DOHA: Israel expects to continue full-scale military operations in Gaza for another six to eight weeks as it prepares to mount a ground invasion of the enclave's southernmost city of Rafah, four officials familiar with the strategy said.
Military chiefs believe they can significantly damage Hamas' remaining capabilities in that time, paving the way for a shift to a lower-intensity phase of targeted airstrikes and special forces operations, according to the two Israeli and two regional officials who asked to remain anonymous to speak freely.
There is little chance that Prime Minister Benjamin Netanyahu's government will heed international criticism to call off a Rafah ground assault, said Avi Melamed, a former Israeli intelligence official and a negotiator in the first and second Palestinian intifadas, or uprisings, in the 1980s and 2000s.
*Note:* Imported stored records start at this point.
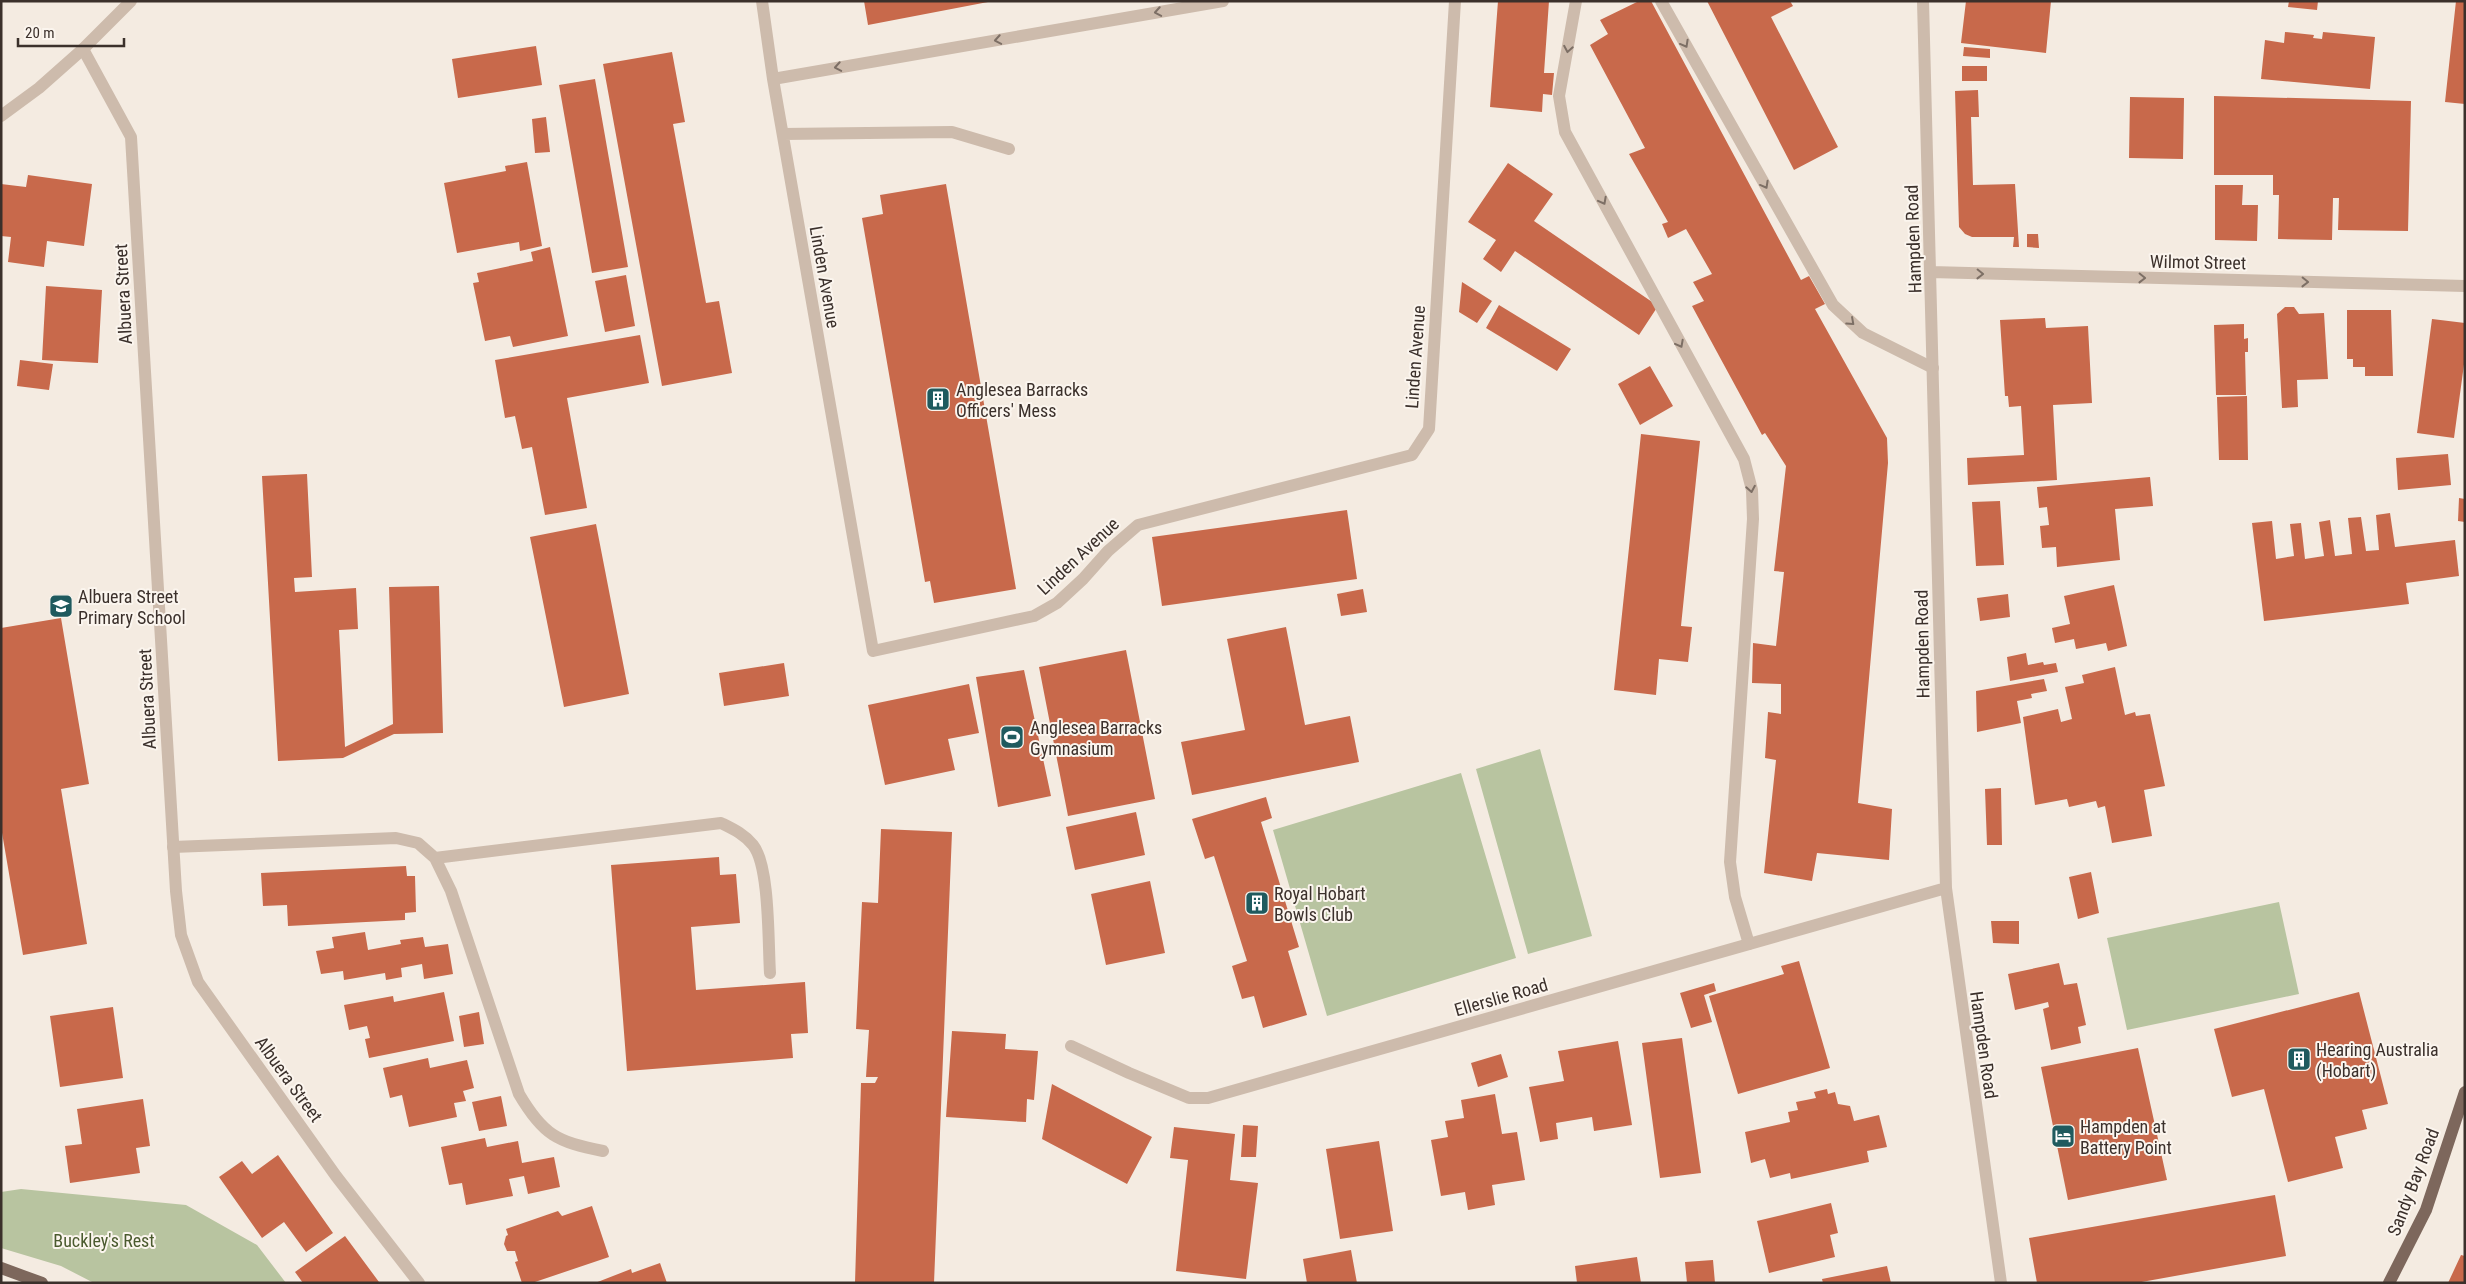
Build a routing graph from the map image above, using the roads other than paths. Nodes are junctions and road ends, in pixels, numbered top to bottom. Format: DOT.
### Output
graph roads {
  1 [pos="130,1"];
  2 [pos="762,1"];
  3 [pos="1223,1"];
  4 [pos="1455,1"];
  5 [pos="1576,1"];
  6 [pos="1661,1"];
  7 [pos="1923,1"];
  8 [pos="83,49"];
  9 [pos="773,79"];
  10 [pos="4,110"];
  11 [pos="783,134"];
  12 [pos="1008,149"];
  13 [pos="1931,272"];
  14 [pos="2465,286"];
  15 [pos="1933,368"];
  16 [pos="174,846"];
  17 [pos="434,858"];
  18 [pos="1946,888"];
  19 [pos="1749,944"];
  20 [pos="770,973"];
  21 [pos="1070,1046"];
  22 [pos="2465,1092"];
  23 [pos="603,1151"];
  24 [pos="1,1268"];
  25 [pos="42,1283"];
  26 [pos="419,1283"];
  27 [pos="2001,1283"];
  28 [pos="2389,1283"];
  1 -- 8 [label="street"];
  2 -- 9 [label="street, Linden Avenue"];
  3 -- 9 [label="street, one-way"];
  4 -- 11 [label="street, Linden Avenue"];
  5 -- 19 [label="street, one-way"];
  6 -- 15 [label="street, one-way"];
  7 -- 13 [label="street, Hampden Road"];
  8 -- 10 [label="street"];
  8 -- 16 [label="street, Albuera Street"];
  9 -- 11 [label="street, Linden Avenue"];
  11 -- 12 [label="street"];
  13 -- 14 [label="street, Wilmot Street, one-way"];
  13 -- 15 [label="street, Hampden Road"];
  15 -- 18 [label="street, Hampden Road"];
  16 -- 17 [label="street"];
  16 -- 26 [label="street, Albuera Street"];
  17 -- 20 [label="street"];
  17 -- 23 [label="street"];
  18 -- 19 [label="street, Ellerslie Road"];
  18 -- 27 [label="street, Hampden Road"];
  19 -- 21 [label="street, Ellerslie Road"];
  22 -- 28 [label="main road, Sandy Bay Road"];
  24 -- 25 [label="main road"];
}
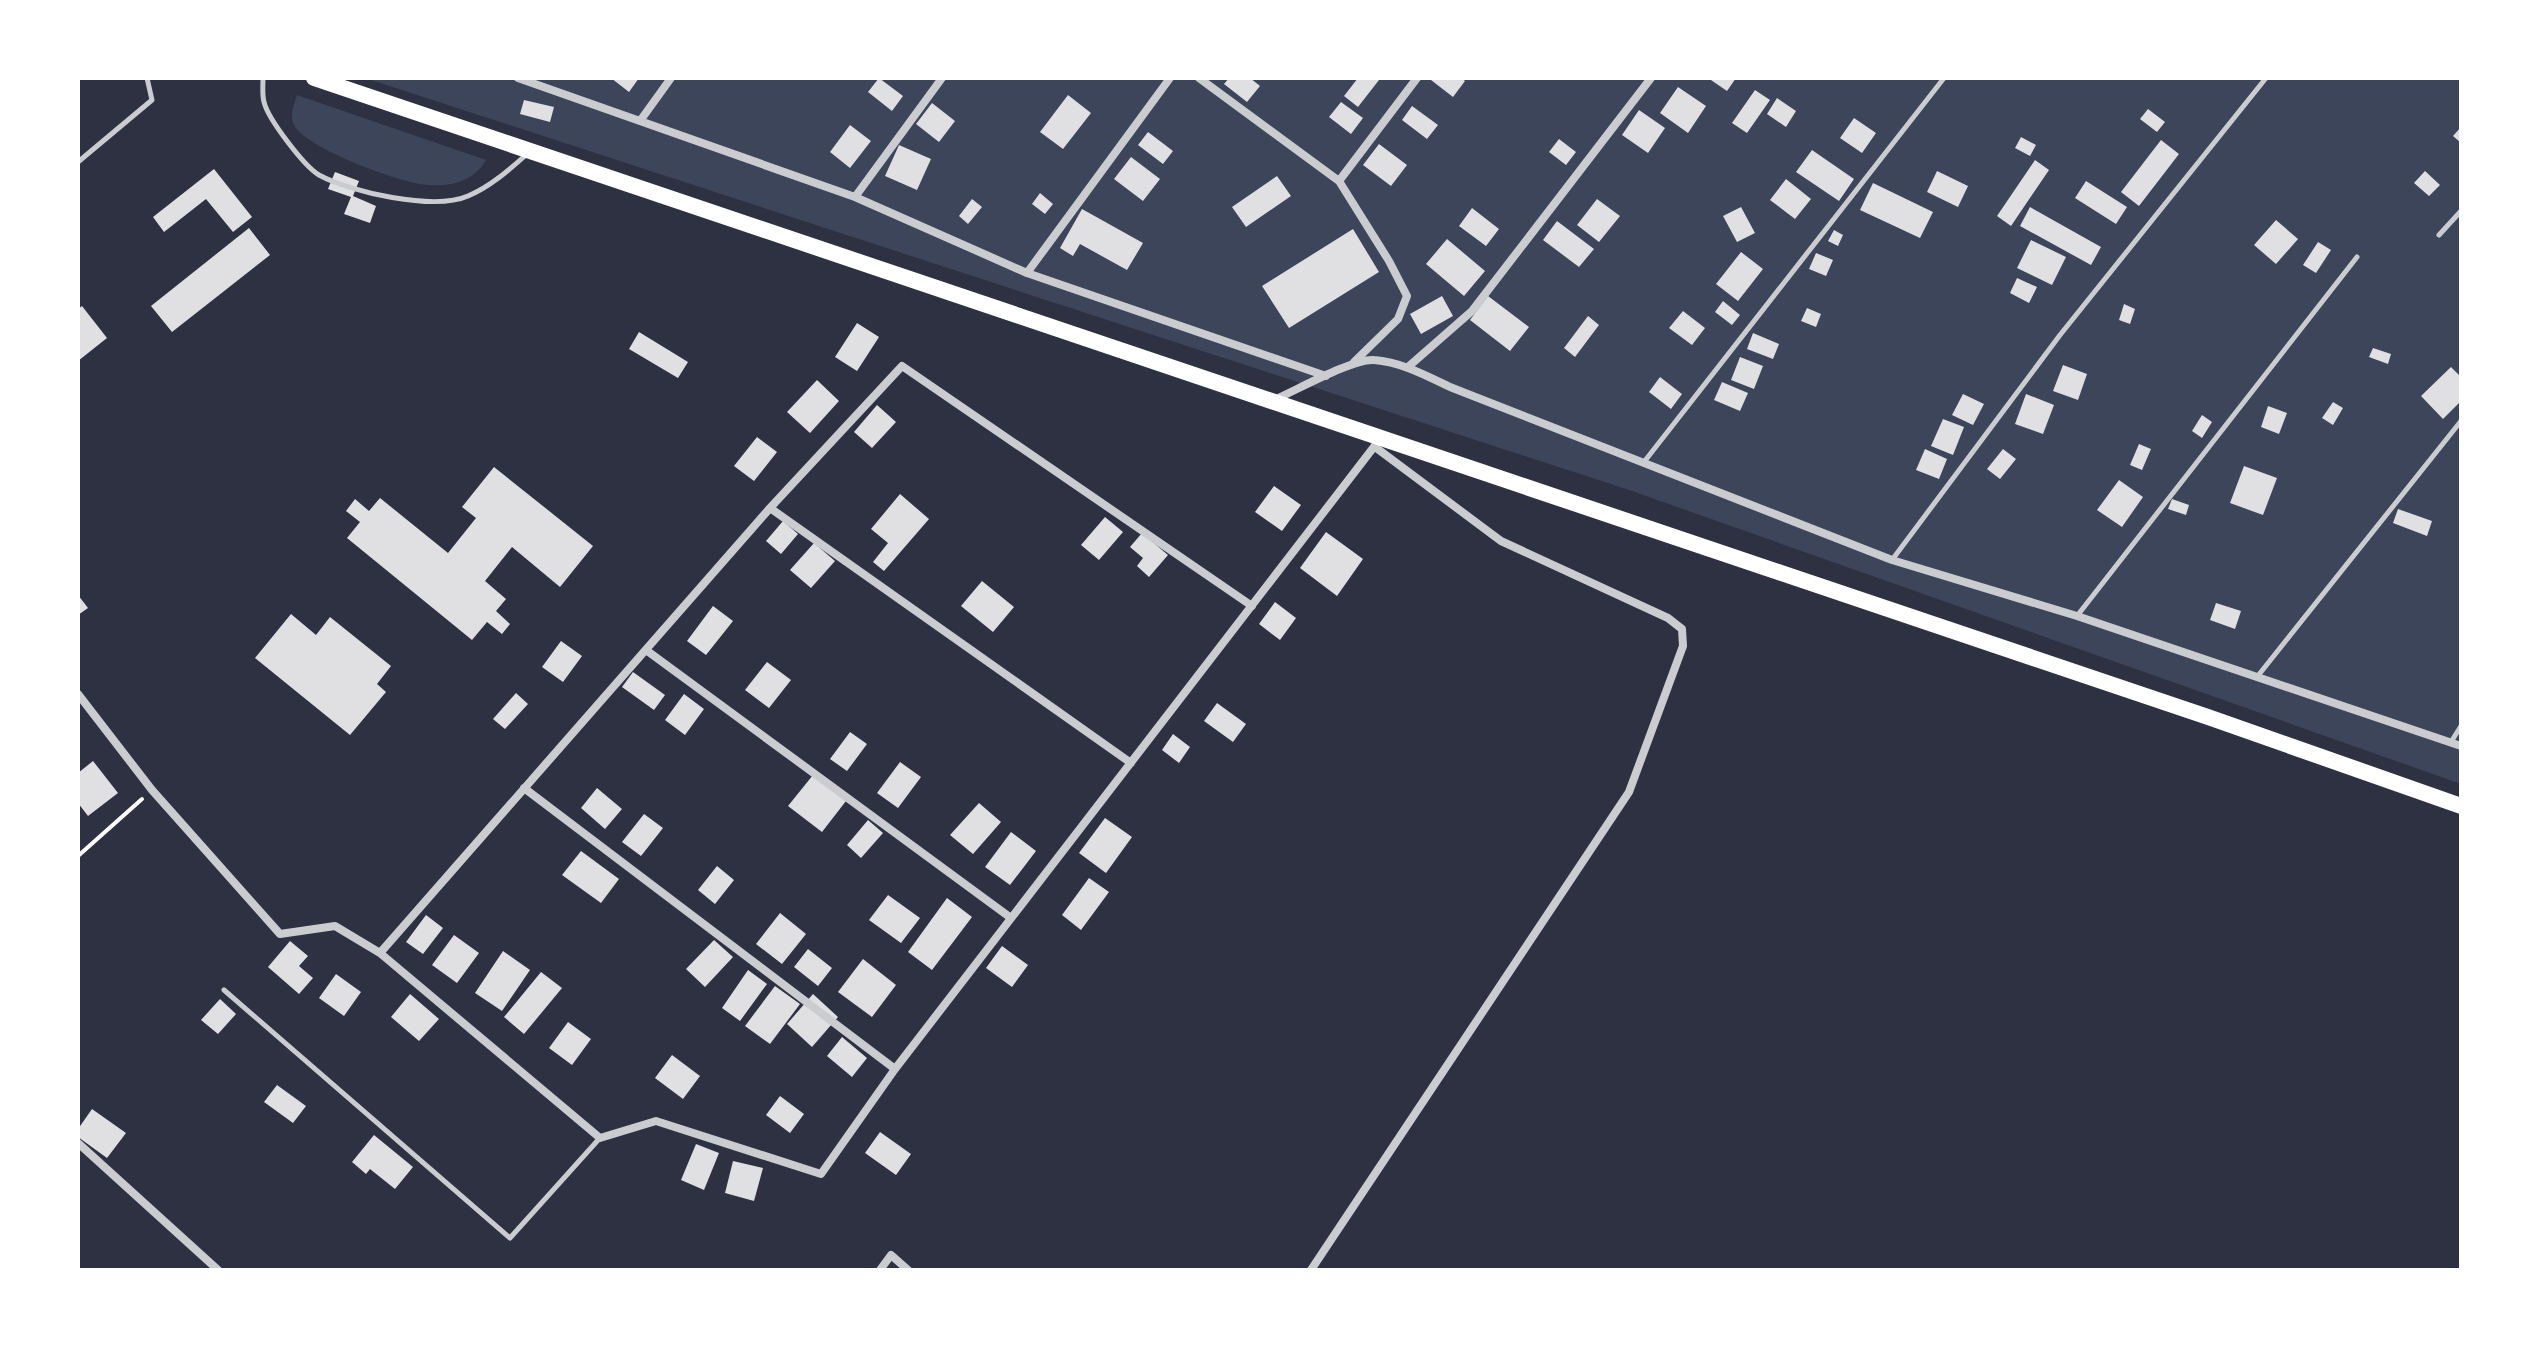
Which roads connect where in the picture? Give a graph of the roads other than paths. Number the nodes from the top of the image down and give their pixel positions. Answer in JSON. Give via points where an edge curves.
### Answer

"Rafah is the last bastion of Hamas control and there remain battalions in Rafah which Israel must dismantle to achieve its goals in this war," he added.
Defense Minister Yoav Gallant said on Friday that Israel Defense Forces (IDF) were planning operations in Rafah targeting Hamas fighters, command centres and tunnels, though gave no timeline for the campaign. He stressed that "extraordinary measures" were being taken to avoid civilian casualties.
"There were 24 regional battalions in Gaza – we have dismantled 18 of them," he told a media briefing. "Now, Rafah is the next Hamas centre of gravity."
World leaders fear a humanitarian catastrophe.
Trapped between the two sworn enemies are more than a million Palestinian civilians crammed into the city on the Egyptian border, with nowhere left to run, after fleeing Israeli attacks that have laid waste to much of the enclave.
In a past week of high diplomatic tension, U.S. President Joe Biden phoned the Israeli leader twice to warn him against launching a military operation in Rafah without a credible plan to ensure the safety of civilians. Netanyahu himself said civilians would be allowed to leave the battle zone before the offensive, even as he vowed "complete victory".
The IDF hasn't explained how it will move more than a million people within the ruins of the enclave.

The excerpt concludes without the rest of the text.